The court reversed dismissal of state Intrusion Upon Seclusion claims. Viacom represented on its website it would not collect personal information about children (stated on its website, “HEY GROWN-UPS: We don’t collect ANY personal information about your kids. Which means we couldn’t share it even if we wanted to!”). Although IP address, browser fingerprints, and unique device identifiers are not personal information under the VPPA, they are under COPPA (pursuant to FTC’s rulemaking authority under COPPA), thus could be considered personal information that parents would not expect Viacom would be collecting. There was no need to address preemption, since COPPA regulates how information may be collected & used, not collection through deceitful practices. That COPPA defined the information in question as personal was enough to create an expectation that such information would not be collected.
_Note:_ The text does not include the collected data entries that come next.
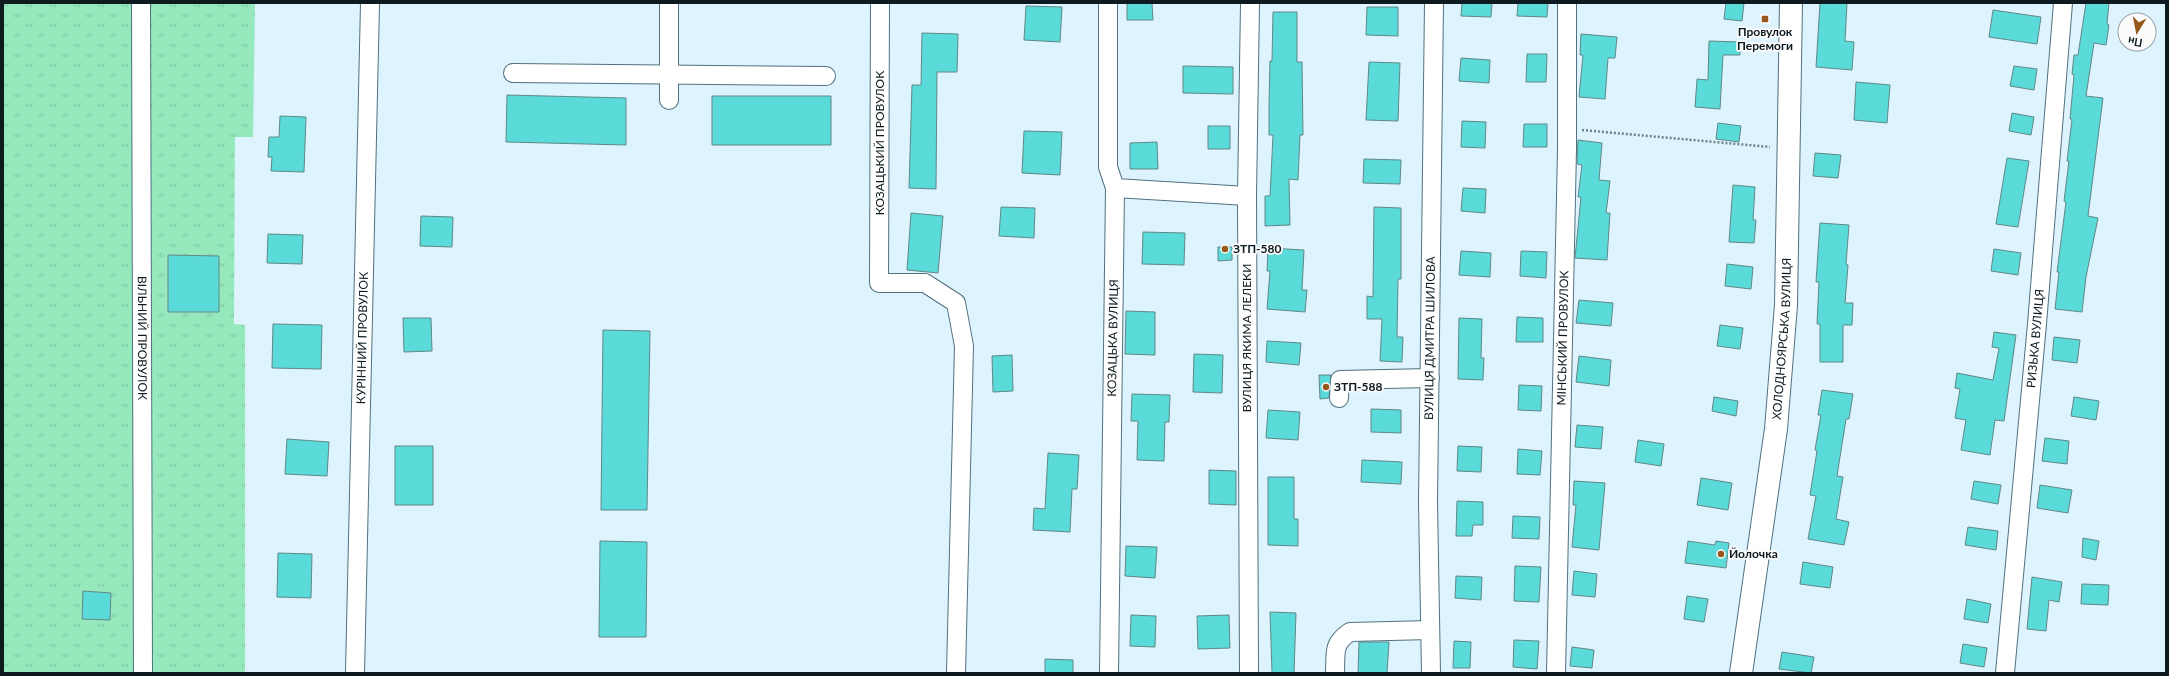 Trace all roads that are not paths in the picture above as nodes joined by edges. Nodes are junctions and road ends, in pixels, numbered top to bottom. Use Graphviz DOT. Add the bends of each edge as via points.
graph roads {
  1 [pos="141,3"];
  2 [pos="370,3"];
  3 [pos="669,3"];
  4 [pos="880,3"];
  5 [pos="1108,3"];
  6 [pos="1250,3"];
  7 [pos="1434,3"];
  8 [pos="1567,3"];
  9 [pos="1791,3"];
  10 [pos="2062,3"];
  11 [pos="513,73"];
  12 [pos="669,74"];
  13 [pos="826,76"];
  14 [pos="669,100"];
  15 [pos="1115,188"];
  16 [pos="1247,196"];
  17 [pos="1430,378"];
  18 [pos="1339,398"];
  19 [pos="1430,630"];
  20 [pos="142,673"];
  21 [pos="355,673"];
  22 [pos="956,673"];
  23 [pos="1109,673"];
  24 [pos="1249,673"];
  25 [pos="1335,673"];
  26 [pos="1431,673"];
  27 [pos="1556,673"];
  28 [pos="1741,673"];
  29 [pos="2005,673"];
  1 -- 20 [label="street, ВІЛЬНИЙ ПРОВУЛОК"];
  2 -- 21 [label="street, КУРІННИЙ ПРОВУЛОК"];
  3 -- 12 [label="street"];
  4 -- 22 [label="street, КОЗАЦЬКИЙ ПРОВУЛОК" via="879,283 925,283 956,303 964,346"];
  5 -- 15 [label="street, КОЗАЦЬКА ВУЛИЦЯ" via="1108,167"];
  6 -- 16 [label="street, ВУЛИЦЯ ЯКИМА ЛЕЛЕКИ"];
  7 -- 17 [label="street, ВУЛИЦЯ ДМИТРА ШИЛОВА"];
  8 -- 27 [label="street, МІНСЬКИЙ ПРОВУЛОК" via="1567,129"];
  9 -- 28 [label="main road, ХОЛОДНОЯРСЬКА ВУЛИЦЯ" via="1786,305 1776,429"];
  10 -- 29 [label="street, РИЗЬКА ВУЛИЦЯ" via="2037,324"];
  11 -- 12 [label="street"];
  12 -- 13 [label="street"];
  12 -- 14 [label="street"];
  15 -- 16 [label="street"];
  15 -- 23 [label="street, КОЗАЦЬКА ВУЛИЦЯ"];
  16 -- 24 [label="street, ВУЛИЦЯ ЯКИМА ЛЕЛЕКИ"];
  17 -- 18 [label="street" via="1340,380"];
  17 -- 19 [label="street, ВУЛИЦЯ ДМИТРА ШИЛОВА"];
  19 -- 25 [label="street" via="1350,632 1339,639"];
  19 -- 26 [label="street, ВУЛИЦЯ ДМИТРА ШИЛОВА"];
} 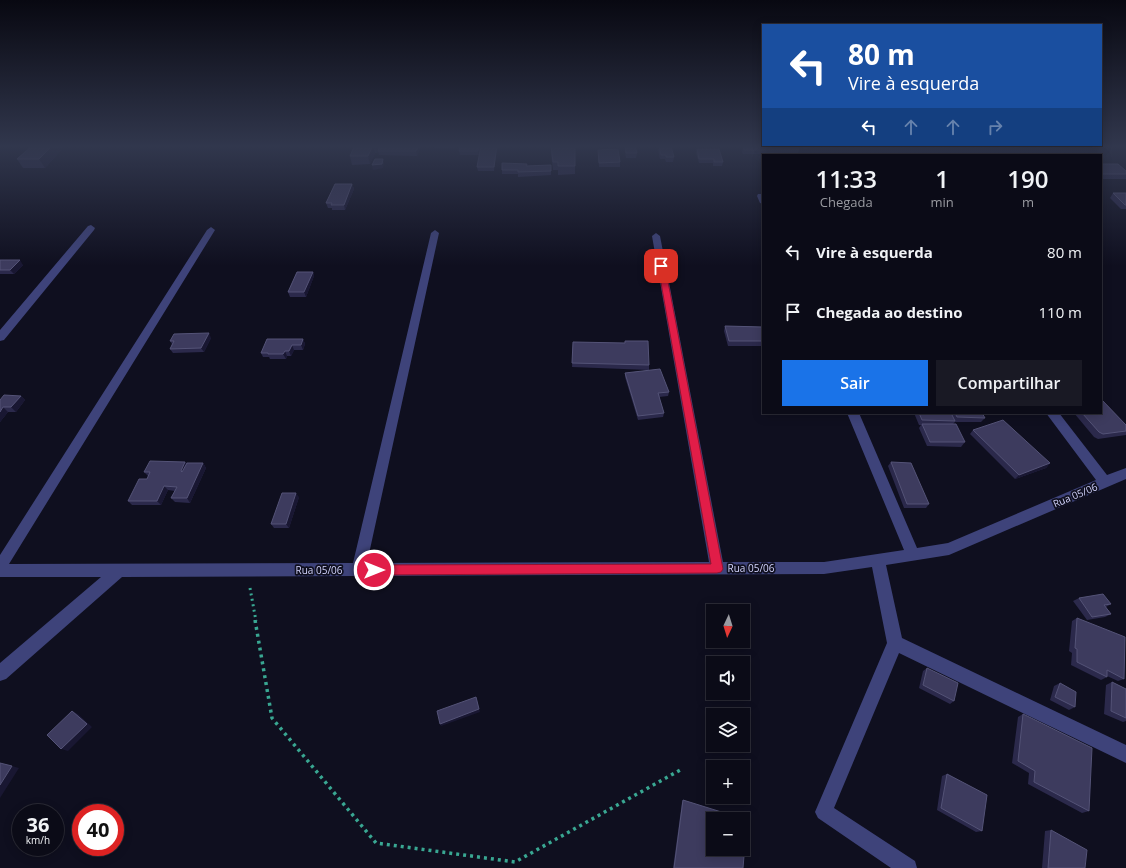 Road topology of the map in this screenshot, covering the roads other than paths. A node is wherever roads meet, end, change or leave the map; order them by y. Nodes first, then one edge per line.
1 (91, 228) dead end
2 (211, 230) dead end
3 (435, 233) dead end
4 (656, 236) dead end
5 (0, 337) edge
6 (853, 414) edge
7 (1053, 414) edge
8 (1126, 473) edge
9 (1105, 482) junction
10 (913, 555) junction
11 (878, 561) junction
12 (0, 567) edge
13 (717, 569) junction
14 (358, 570) junction
15 (0, 571) edge
16 (119, 571) junction
17 (895, 643) junction
18 (0, 673) edge
19 (1126, 754) edge
20 (908, 868) edge

1 - 5 street
2 - 12 street
3 - 14 street
4 - 13 street
6 - 10 street
7 - 9 street
8 - 9 street, Rua 05/06
9 - 10 street, Rua 05/06
10 - 11 street, Rua 05/06
11 - 13 street, Rua 05/06
11 - 17 street
13 - 14 street, Rua 05/06
14 - 16 street, Rua 05/06
15 - 16 street, Rua 05/06
16 - 18 street
17 - 19 street
17 - 20 street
UPDATE On 9 Jan 2017, the Supreme Court denied plaintiff’s petition for certiorari (No. 16-346, C.A.F. v. Viacom)
[3rd Circ.; 15-1441 (origin: D. N.J.; 2:12-cv-07829)]
jbho: another interesting twist in how the courts are interpreting the VPPA.
I think a big takeaway here is that the courts may consider the same information to be personal under one law, but not personal under another. And current technological conditions may also play a part. If any (re)identification can be fairly easily performed, then you might have personal information after all?